An orphan is given a killer AI doll in M3GHAN, AKA Bride of Prince Chucky.

Heavily hyped as the new Chucky, M3GHAN is more meme than movie. Like last year’s Smile it delivered an aggressive marketing campaign where they forgot the actual product. It is but a tile on Netflix, a post-it note with “girl Chucky” scrawled in biro, a project so derivative even its protagonist (Get Out‘s Allison Williams) resembles a cross between Keira Knightley and Jennifer Carpenter.

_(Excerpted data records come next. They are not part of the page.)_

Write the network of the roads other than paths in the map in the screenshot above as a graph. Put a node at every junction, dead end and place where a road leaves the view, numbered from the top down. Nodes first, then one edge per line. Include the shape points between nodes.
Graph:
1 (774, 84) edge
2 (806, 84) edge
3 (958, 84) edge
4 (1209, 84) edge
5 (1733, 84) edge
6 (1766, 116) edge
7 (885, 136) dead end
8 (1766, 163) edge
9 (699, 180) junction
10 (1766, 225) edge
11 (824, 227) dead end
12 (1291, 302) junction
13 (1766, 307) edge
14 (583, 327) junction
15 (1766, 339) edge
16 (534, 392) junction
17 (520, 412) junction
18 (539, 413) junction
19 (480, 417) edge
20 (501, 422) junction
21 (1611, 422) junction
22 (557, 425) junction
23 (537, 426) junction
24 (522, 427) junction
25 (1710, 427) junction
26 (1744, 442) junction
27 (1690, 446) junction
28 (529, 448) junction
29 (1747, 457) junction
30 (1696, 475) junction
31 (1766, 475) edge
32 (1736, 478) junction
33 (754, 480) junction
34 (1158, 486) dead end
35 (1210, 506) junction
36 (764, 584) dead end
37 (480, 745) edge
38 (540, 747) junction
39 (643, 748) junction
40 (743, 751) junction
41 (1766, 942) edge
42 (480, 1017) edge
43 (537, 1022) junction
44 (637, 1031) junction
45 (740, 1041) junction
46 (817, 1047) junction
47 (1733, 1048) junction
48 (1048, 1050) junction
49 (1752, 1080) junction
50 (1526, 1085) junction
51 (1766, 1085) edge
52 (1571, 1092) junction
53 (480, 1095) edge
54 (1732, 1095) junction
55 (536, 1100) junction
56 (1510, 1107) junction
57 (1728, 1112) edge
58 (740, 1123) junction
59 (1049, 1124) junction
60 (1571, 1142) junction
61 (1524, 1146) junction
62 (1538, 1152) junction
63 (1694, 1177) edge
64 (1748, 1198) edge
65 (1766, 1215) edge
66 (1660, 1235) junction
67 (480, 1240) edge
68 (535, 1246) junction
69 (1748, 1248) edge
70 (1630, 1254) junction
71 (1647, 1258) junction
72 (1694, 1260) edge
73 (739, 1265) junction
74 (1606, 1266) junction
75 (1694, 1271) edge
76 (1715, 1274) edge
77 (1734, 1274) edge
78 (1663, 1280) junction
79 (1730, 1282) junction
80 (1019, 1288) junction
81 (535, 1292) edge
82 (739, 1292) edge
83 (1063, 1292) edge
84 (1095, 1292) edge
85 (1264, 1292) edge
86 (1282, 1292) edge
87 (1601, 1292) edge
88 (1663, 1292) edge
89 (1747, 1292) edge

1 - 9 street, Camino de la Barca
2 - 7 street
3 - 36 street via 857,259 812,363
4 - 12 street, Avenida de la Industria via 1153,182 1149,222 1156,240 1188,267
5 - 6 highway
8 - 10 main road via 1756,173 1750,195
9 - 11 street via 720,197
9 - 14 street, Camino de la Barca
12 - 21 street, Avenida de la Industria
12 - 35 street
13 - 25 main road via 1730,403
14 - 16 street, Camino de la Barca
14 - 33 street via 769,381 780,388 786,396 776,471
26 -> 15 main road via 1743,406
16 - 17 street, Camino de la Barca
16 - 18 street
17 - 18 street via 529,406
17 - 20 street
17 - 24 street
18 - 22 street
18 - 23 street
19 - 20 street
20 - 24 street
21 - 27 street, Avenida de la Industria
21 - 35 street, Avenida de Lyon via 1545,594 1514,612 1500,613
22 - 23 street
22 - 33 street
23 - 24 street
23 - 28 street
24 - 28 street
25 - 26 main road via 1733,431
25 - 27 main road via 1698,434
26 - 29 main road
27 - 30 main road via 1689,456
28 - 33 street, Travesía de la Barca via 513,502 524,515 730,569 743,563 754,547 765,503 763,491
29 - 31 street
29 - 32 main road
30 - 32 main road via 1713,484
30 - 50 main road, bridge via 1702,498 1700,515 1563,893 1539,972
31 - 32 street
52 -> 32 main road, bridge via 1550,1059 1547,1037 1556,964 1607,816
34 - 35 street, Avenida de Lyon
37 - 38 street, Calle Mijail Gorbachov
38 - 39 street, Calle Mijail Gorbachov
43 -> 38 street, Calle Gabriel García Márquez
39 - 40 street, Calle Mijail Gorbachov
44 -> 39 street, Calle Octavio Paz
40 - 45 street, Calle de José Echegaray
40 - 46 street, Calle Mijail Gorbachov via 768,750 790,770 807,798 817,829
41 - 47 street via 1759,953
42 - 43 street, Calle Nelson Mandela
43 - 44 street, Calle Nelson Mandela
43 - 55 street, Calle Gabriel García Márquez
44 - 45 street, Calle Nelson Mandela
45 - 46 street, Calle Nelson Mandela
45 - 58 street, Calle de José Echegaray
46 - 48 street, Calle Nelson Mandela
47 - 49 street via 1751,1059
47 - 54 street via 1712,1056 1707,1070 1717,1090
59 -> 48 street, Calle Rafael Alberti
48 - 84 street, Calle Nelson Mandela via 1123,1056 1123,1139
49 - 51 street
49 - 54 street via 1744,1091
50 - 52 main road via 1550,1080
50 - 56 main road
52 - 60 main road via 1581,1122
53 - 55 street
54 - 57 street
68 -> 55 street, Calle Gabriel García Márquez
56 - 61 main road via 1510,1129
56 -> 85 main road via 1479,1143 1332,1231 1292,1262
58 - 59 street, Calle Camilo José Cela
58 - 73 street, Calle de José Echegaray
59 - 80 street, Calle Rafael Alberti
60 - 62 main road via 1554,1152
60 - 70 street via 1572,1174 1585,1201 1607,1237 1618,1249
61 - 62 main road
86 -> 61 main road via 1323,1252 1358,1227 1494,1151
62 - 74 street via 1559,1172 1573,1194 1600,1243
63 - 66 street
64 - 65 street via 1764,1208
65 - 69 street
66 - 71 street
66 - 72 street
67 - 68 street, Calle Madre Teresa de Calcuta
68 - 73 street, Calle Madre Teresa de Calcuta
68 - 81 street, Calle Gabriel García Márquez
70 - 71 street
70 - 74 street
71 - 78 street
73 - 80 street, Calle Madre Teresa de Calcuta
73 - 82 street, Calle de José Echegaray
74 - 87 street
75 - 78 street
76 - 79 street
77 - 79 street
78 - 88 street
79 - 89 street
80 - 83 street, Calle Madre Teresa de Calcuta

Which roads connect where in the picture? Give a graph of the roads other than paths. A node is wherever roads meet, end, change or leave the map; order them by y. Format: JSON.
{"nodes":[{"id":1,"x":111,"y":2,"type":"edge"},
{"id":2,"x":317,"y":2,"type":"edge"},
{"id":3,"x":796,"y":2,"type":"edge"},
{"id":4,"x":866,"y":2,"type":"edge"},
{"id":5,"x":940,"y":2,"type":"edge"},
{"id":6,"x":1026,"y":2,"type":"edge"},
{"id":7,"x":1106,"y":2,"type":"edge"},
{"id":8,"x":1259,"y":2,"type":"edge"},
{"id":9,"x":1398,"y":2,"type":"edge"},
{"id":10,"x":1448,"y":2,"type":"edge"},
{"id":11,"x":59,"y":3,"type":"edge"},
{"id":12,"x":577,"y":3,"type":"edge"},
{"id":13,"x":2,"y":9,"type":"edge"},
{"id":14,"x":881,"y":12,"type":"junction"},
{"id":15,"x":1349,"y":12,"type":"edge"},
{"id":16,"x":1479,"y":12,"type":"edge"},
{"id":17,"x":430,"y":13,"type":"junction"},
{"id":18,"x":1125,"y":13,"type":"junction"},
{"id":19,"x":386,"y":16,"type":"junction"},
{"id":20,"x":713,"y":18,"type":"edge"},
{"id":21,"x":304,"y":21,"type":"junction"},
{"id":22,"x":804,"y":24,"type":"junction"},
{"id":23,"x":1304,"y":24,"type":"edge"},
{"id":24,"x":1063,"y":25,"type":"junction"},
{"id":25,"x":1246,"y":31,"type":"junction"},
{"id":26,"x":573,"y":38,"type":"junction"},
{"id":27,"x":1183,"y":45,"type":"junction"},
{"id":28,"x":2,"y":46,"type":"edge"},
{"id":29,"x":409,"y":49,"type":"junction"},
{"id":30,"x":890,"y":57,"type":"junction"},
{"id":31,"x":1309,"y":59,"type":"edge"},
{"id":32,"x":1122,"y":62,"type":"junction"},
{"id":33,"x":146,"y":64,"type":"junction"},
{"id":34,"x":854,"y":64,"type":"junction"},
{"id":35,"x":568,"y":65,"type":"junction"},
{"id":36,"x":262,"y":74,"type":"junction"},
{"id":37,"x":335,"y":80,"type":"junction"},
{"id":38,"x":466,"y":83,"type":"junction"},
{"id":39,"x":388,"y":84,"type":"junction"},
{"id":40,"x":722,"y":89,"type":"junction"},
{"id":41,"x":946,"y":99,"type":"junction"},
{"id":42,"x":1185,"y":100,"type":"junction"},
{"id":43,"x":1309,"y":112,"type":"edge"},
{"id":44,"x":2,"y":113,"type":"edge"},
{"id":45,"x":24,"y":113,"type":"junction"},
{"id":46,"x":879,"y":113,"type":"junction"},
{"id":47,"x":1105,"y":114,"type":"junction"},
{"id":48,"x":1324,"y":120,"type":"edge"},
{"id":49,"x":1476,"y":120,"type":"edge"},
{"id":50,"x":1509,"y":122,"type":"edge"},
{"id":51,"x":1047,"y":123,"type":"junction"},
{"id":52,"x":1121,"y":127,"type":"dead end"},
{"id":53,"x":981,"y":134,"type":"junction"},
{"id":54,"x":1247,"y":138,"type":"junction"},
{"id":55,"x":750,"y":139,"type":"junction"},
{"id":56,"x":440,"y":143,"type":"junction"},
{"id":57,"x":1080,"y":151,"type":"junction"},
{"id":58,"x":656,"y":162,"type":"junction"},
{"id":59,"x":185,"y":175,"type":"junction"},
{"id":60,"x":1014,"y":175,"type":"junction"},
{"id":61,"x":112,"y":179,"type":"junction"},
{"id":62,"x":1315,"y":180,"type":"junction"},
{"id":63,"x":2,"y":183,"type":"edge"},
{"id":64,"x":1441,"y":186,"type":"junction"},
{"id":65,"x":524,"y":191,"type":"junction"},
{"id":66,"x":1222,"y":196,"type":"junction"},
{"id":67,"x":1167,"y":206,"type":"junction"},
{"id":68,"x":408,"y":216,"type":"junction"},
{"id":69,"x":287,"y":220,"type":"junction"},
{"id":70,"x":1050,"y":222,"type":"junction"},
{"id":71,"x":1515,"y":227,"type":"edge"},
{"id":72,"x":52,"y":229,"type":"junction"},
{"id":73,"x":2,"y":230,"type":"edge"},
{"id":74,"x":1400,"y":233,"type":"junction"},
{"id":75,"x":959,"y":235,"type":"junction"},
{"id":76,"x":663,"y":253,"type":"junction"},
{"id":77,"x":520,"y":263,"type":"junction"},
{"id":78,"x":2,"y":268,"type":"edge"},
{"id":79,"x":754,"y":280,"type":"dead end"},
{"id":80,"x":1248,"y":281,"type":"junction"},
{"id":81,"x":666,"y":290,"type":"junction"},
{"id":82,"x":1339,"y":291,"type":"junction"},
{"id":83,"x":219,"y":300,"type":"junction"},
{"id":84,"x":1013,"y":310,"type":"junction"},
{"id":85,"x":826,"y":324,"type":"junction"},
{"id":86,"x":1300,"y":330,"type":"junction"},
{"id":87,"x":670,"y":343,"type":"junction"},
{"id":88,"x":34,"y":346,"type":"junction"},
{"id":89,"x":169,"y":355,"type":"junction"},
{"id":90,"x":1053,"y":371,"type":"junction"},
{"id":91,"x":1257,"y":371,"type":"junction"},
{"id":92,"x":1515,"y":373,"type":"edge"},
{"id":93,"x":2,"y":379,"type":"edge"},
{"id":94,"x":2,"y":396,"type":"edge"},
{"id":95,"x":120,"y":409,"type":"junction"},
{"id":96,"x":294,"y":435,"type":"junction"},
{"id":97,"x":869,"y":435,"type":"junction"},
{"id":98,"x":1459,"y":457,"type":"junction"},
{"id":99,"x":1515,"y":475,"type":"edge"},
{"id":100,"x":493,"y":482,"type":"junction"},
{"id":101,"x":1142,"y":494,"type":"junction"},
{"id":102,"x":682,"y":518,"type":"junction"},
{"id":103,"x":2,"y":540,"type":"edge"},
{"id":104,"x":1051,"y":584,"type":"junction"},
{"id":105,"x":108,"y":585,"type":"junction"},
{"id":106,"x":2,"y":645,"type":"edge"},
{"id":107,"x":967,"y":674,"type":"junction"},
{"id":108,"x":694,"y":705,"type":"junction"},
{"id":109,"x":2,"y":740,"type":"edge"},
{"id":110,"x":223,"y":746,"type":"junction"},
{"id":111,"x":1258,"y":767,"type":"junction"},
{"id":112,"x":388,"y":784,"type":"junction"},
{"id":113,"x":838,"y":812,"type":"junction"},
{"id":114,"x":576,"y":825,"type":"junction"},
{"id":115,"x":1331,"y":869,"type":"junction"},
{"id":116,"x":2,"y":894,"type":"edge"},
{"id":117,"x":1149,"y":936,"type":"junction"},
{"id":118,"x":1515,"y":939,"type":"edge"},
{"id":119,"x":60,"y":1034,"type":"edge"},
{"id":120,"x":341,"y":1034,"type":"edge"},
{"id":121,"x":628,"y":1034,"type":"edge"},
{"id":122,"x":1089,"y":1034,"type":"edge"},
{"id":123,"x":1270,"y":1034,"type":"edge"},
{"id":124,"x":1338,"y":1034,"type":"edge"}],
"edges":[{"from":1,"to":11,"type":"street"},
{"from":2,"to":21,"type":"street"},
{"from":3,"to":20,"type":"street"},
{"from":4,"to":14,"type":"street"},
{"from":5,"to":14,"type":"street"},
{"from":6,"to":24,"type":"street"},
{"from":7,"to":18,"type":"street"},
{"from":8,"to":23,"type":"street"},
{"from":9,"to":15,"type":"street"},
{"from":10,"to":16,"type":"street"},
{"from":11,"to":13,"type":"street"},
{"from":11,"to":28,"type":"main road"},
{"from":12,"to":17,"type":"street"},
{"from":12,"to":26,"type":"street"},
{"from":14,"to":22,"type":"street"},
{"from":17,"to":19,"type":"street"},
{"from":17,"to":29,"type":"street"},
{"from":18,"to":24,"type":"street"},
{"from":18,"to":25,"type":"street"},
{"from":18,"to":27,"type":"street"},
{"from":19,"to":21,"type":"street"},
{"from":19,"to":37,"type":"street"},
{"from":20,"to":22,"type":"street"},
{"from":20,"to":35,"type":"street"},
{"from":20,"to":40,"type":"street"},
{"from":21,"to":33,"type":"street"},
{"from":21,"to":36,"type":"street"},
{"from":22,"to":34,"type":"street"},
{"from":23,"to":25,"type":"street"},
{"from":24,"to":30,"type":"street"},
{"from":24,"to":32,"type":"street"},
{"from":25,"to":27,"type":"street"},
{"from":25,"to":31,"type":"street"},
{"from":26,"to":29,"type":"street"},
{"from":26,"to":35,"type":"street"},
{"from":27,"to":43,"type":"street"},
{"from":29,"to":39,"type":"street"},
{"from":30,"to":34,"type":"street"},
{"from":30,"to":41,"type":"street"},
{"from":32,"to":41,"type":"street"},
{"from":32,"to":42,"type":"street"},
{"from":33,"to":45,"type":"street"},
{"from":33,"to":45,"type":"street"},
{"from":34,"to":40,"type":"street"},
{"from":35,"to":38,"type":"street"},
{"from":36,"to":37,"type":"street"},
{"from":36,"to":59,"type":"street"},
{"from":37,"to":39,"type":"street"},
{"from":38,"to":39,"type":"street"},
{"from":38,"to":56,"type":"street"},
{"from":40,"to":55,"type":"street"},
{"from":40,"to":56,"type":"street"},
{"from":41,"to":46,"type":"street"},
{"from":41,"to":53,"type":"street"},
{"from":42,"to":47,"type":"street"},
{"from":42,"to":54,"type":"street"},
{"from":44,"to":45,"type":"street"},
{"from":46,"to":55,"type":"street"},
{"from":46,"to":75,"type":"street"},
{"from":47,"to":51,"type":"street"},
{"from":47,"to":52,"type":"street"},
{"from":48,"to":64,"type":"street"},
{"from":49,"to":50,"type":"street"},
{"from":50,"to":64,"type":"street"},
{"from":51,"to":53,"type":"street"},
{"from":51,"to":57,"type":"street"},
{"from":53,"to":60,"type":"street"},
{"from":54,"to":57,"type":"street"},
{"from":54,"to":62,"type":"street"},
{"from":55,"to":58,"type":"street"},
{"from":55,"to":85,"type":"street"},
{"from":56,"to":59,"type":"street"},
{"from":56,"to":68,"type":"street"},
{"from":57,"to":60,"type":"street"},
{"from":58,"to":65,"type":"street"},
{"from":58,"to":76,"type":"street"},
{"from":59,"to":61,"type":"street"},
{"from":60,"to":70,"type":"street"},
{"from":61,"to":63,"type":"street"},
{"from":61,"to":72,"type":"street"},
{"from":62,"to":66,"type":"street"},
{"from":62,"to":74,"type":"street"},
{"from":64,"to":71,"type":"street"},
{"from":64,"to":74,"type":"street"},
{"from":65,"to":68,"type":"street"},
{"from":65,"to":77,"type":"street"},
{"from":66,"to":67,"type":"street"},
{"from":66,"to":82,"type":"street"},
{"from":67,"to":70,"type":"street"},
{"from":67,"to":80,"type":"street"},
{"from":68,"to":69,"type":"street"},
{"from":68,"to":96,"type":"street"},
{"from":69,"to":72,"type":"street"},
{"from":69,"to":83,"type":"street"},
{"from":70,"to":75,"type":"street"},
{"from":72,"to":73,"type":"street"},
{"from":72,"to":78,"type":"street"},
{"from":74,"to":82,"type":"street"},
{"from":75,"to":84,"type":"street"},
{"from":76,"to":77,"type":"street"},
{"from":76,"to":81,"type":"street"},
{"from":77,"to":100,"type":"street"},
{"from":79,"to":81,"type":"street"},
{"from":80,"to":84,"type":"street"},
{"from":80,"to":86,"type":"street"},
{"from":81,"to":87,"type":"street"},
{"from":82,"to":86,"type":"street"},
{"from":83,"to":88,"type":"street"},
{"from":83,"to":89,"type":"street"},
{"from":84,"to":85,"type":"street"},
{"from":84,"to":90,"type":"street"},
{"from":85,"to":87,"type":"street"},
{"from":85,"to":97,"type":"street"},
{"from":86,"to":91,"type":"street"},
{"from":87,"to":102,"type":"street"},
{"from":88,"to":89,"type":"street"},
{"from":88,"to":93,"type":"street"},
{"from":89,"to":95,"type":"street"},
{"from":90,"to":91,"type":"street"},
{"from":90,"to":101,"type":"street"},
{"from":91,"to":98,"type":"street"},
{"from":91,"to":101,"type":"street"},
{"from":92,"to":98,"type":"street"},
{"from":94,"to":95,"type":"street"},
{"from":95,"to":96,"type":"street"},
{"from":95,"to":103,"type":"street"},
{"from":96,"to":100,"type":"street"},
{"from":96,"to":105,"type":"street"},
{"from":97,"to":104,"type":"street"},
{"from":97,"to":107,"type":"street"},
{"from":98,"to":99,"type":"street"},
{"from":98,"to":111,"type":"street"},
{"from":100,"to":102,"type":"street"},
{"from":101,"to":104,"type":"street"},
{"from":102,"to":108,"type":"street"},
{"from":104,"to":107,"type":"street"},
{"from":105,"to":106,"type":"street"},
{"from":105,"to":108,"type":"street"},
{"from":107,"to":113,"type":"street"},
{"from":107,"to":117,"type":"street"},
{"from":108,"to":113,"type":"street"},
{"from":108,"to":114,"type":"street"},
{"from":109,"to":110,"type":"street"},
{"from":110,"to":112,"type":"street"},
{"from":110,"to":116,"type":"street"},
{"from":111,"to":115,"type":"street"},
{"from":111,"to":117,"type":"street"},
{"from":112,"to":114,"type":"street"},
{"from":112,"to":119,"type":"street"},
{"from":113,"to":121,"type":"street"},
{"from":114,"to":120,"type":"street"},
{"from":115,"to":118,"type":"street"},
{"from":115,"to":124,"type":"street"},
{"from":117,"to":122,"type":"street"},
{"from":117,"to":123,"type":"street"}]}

Williams plays Gemma, a toymaker who owns zero toys but has been working on an AI called M3GHAN, which stands for Model 3 Generative Android (no mention of where the H comes from). Upon taking custody of her niece (Violet McGraw), Gemma gives her the toy that proves as unfinished as the film she’s in.

We then wait an interminatorbly long time for the doll to go on a killing spree that never materialises, possibly because the violence was cut to secure a PG-13 rating, begging the question of who this is for. It has neither horror nor camp, diluting its Chucky cheese with child therapy scenes and lectures about screen time.

Further questions around why anyone would create a toy capable of killing but not singing in key (or why nobody thinks to dismantle the damn thing) could be dismissed if the movie succeeded in its one job of making a scary doll. But in an industry that has given us Furbys, Cabbage Patch Kids, J. K. Rowling Barbie and that animatronic aberration in The 6th Day, M3GHAN barely registers. She doesn’t even have any Chucky-style one-liners, turning the Turing test into an endurance test.

The killer dull continues producer James Wan’s transition from haunted house hack to B-movie merchant, but fails to deliver the schlock of Malignant or Aquaman. Ultimately M3GHAN does such a bad job of imparting its anti-screen time message that you immediately have to use your phone to look up what film you just saw.